In US dollar terms, sales in Asia-Pacific were lower by 14.9% in the quarter, compared to the corresponding period last year, reflecting the impact of weaker currencies following the coronavirus outbreak.
India, Middle East & Africa: Sales in the first quarter grew by 12.5%, at constant exchange rates, compared to the corresponding period last year. The Company recorded robust business growth in all major markets throughout the region, alongside increased prices, despite the impact of the missing sales of Jingzhou old site products resulting from the temporary suspension of operations there due to the coronavirus outbreak.
ADAMA delivered solid business growth in India combined with higher pricing, in spite of a countrywide lockdown enforced by the Indian government that commenced towards the end of the quarter. The Company also grew strongly in South Africa and Israel, benefiting from favorable weather conditions, and delivered pleasing results in Turkey from where the Company is also expanding its presence into surrounding countries in the region.
In US dollar terms, sales in the region grew by 8.3% in the quarter, compared to the corresponding period last year, reflecting the impact of softer currencies, which were adversely affected by the coronavirus outbreak, most notably the Turkish Lira and the Indian Rupee.
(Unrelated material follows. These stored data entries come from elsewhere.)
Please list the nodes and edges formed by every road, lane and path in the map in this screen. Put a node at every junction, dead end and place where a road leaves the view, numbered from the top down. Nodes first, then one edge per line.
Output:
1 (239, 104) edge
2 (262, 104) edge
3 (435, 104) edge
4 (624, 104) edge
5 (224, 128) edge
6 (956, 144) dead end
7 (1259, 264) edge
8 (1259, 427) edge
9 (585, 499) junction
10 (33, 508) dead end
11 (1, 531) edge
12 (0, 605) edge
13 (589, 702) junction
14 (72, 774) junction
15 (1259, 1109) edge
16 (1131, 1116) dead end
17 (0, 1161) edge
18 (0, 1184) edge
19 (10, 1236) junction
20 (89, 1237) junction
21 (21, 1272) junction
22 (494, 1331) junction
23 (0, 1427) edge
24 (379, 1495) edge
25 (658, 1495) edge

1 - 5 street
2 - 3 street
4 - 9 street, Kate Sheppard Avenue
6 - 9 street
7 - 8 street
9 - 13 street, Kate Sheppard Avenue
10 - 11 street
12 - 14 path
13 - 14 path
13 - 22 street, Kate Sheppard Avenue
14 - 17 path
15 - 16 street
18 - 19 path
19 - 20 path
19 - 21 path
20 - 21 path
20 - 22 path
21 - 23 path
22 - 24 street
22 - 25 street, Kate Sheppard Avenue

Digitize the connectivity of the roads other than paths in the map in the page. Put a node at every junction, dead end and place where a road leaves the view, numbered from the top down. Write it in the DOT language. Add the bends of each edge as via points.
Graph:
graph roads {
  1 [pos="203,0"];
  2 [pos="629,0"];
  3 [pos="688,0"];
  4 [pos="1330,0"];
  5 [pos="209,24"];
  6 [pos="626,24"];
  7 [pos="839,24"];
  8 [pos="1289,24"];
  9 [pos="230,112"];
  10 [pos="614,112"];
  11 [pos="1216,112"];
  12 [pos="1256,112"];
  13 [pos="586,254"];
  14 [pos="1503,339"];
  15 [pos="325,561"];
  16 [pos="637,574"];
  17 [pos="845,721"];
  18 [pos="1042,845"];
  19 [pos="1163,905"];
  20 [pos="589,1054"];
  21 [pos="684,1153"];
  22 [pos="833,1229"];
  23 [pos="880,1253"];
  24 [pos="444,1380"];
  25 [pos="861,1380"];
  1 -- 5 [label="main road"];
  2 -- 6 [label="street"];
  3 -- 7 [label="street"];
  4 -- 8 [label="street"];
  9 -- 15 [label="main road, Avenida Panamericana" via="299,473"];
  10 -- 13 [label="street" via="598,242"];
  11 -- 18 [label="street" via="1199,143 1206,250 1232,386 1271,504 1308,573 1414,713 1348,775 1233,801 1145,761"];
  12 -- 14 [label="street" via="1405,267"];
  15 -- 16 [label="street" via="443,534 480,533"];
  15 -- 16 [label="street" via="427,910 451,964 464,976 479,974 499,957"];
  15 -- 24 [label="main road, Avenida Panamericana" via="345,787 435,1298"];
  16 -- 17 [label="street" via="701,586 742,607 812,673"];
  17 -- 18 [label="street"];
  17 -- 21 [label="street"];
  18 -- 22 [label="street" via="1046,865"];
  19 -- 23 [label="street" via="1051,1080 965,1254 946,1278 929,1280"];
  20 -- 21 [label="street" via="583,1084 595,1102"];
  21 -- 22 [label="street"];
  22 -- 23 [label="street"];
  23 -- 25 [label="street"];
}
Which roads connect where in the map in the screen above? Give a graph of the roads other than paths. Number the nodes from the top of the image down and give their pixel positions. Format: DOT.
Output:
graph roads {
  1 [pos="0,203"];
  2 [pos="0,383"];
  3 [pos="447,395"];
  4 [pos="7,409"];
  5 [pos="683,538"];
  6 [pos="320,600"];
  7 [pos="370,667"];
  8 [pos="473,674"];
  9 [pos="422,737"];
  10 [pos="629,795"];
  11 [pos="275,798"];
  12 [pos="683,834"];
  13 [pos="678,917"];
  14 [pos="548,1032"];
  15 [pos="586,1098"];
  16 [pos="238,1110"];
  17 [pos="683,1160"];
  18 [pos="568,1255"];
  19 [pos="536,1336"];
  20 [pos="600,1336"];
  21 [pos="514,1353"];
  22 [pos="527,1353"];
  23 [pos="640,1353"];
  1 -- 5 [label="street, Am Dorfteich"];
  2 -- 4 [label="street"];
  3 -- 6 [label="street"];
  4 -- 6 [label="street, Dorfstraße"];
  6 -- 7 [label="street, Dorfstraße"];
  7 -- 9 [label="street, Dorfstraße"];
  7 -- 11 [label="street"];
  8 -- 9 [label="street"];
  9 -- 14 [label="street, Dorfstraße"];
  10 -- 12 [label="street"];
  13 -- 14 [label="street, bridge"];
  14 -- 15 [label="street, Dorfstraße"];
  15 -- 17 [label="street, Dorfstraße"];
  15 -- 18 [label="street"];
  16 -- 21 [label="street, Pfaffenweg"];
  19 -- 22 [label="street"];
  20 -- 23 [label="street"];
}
2017 ADAMA-Sanonda Combination: Value Adjustment Mechanism
Within the context of the 2017 combination between Hubei Sanonda Co. Ltd. (“Sanonda”, as it was then known) and Adama Agricultural Solutions Ltd. (“Solutions”), the Company entered into a Performance Compensation Agreement with CNAC, then the 100% owner of Solutions and the controlling shareholder of Sanonda. Under this agreement, CNAC made a commitment regarding Solutions’ aggregate net profit in 2017, 2018 and 2019. In case of failure to meet the commitment, CNAC is required to compensate the Company either through shares or cash according to a predetermined formula. The aggregate net profit commitment for the 2017-2019 period, as agreed to by CNAC, was an amount of $543.4 million. Despite Solutions’ strong performance during the three-year period, due to exogenous reasons, the calculated net profit of Solutions for this period has now been determined to be approximately $512.7 million, implying a shortfall of approximately $30.7 million. This shortfall was caused entirely by the impact of the Divestment & Transfer of several products that Solutions implemented to facilitate the approval by the EU Commission of the acquisition of Syngenta by ChemChina, which caused an aggregate of $66 million in incremental non-cash amortization charges related to the written-up value of the assets received from Syngenta. Absent these non-cash amortization charges, Solutions would have exceeded the profit commitment by approximately $35 million.
As a result, CNAC will be required to return to the Company 102,432,280 out of the 1,810,883,039 shares it received in the Company in exchange for the transfer of 100% of Solutions to the Company in 2017, and return the relevant portion of the dividends it received in respect of such shares. Following their receipt, these shares will be canceled by the Company. As a result, the total number of shares in issue will be reduced to 2,344,121,302, and CNAC’s aggregate ownership in the Company will reduce from 78.9% to 78.0%.
In addition to the profit commitment, and as required by the relevant regulation, an independent valuation of Solutions’ has been performed in order to assess any potential diminution in the value of Solutions. Following the performance of such valuation, it has been determined that no such diminution has occurred.